李乐笑了笑,那笑容在日光灯管儿的闪烁里,显得有些模糊不清。
“你guess?”
“我盖丝你打野!说不说?”
“说实话,还没完善,老话说了,计划赶不上变化,变化赶不上造化,老话也说,饭要一口一口吃,路要一步一步走。先把这一步走稳了,走扎实了。后面的棋,得看这步棋落下去之后,棋盘怎么变,对手怎么应,不过.....”
李乐如女频小说男主一般帅气英俊的脸上,猫咪唇翘起,邪魅一笑,“有一个事儿,倒是可以先做起来。算是为后面,打个底,铺个路。”
“什么事儿?”张凤鸾坐直身体。
李乐看了看腕表,时针指向下午三点三刻。
“办这事儿的人,应该快到了。
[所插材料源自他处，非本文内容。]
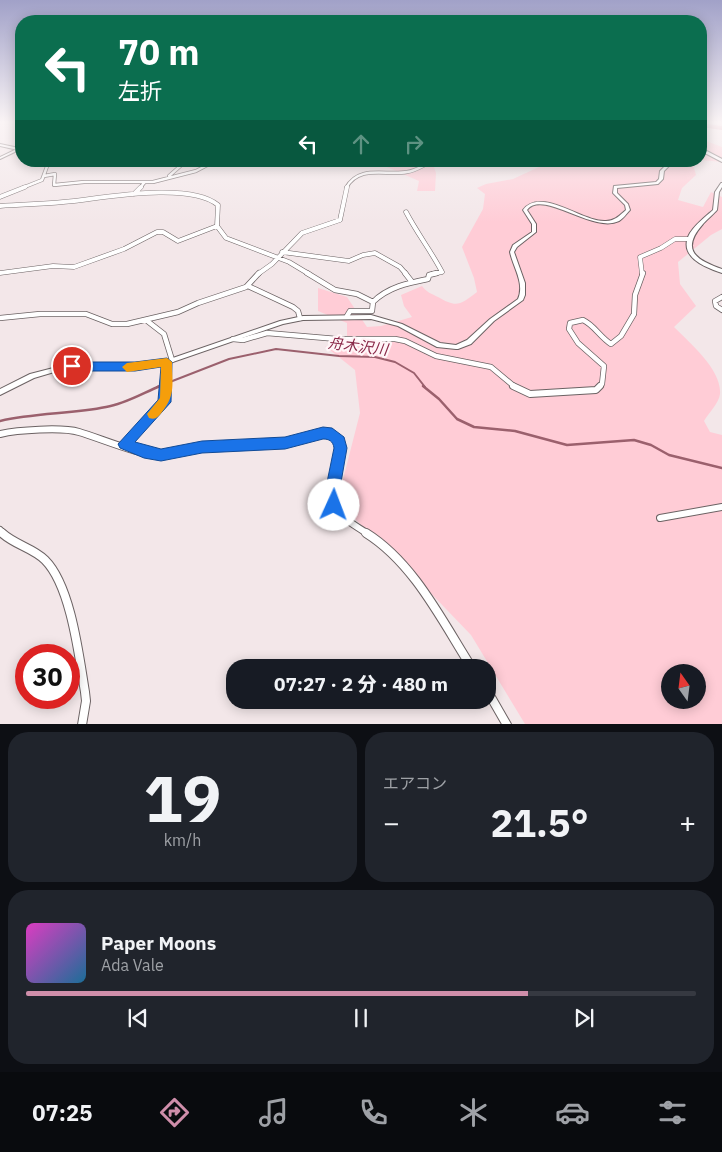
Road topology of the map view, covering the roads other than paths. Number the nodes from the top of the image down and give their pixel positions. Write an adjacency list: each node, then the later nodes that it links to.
1 (711, 155): 2 (main road)
2 (722, 161)
3 (45, 167): 8 (street)
4 (179, 167): 9 (street)
5 (203, 167): 9 (street)
6 (423, 167): 18 (street)
7 (666, 167): 27 (street)
8 (44, 176): 10 (street); 13 (street)
9 (167, 178): 10 (street)
10 (144, 183): 12 (street)
11 (721, 187): 17 (main road)
12 (134, 194): 14 (street); 16 (street)
13 (0, 197)
14 (0, 206)
15 (406, 212): 22 (street)
16 (218, 226): 19 (street); 21 (street)
17 (689, 239): 20 (main road); 31 (street)
18 (282, 252): 19 (street); 22 (street)
19 (277, 258): 23 (street); 25 (street)
20 (722, 271)
21 (0, 273)
22 (412, 282): 25 (street)
23 (248, 286): 29 (street); 30 (street)
24 (722, 297): 26 (street)
25 (373, 302): 27 (street)
26 (722, 310)
27 (347, 316): 29 (street)
28 (0, 318): 30 (street)
29 (300, 318): 31 (street)
30 (146, 320): 32 (street)
31 (233, 340): 32 (street)
32 (169, 361): 33 (street); 35 (street)
33 (0, 392)
34 (0, 434): 35 (street)
35 (124, 444): 39 (street)
36 (722, 507): 37 (street)
37 (660, 518)
38 (0, 530): 41 (street)
39 (466, 659)
40 (496, 705): 42 (street)
41 (82, 724)
42 (507, 724)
”他说,目光转向书店通往地面的那个楼梯口。
仿佛是为了印证他的话,楼梯上传来不疾不徐的脚步声,皮鞋底踩在木楼梯上,发出沉稳的“笃、笃”声。
一个人影出现在楼梯口,略微停顿了一下,目光在书店里扫视一圈,然后定格在李乐和张凤鸾这边。
他看见了李乐,理所当然,也看见了张凤鸾,有些诧异,愣了愣,迈步朝这边走来。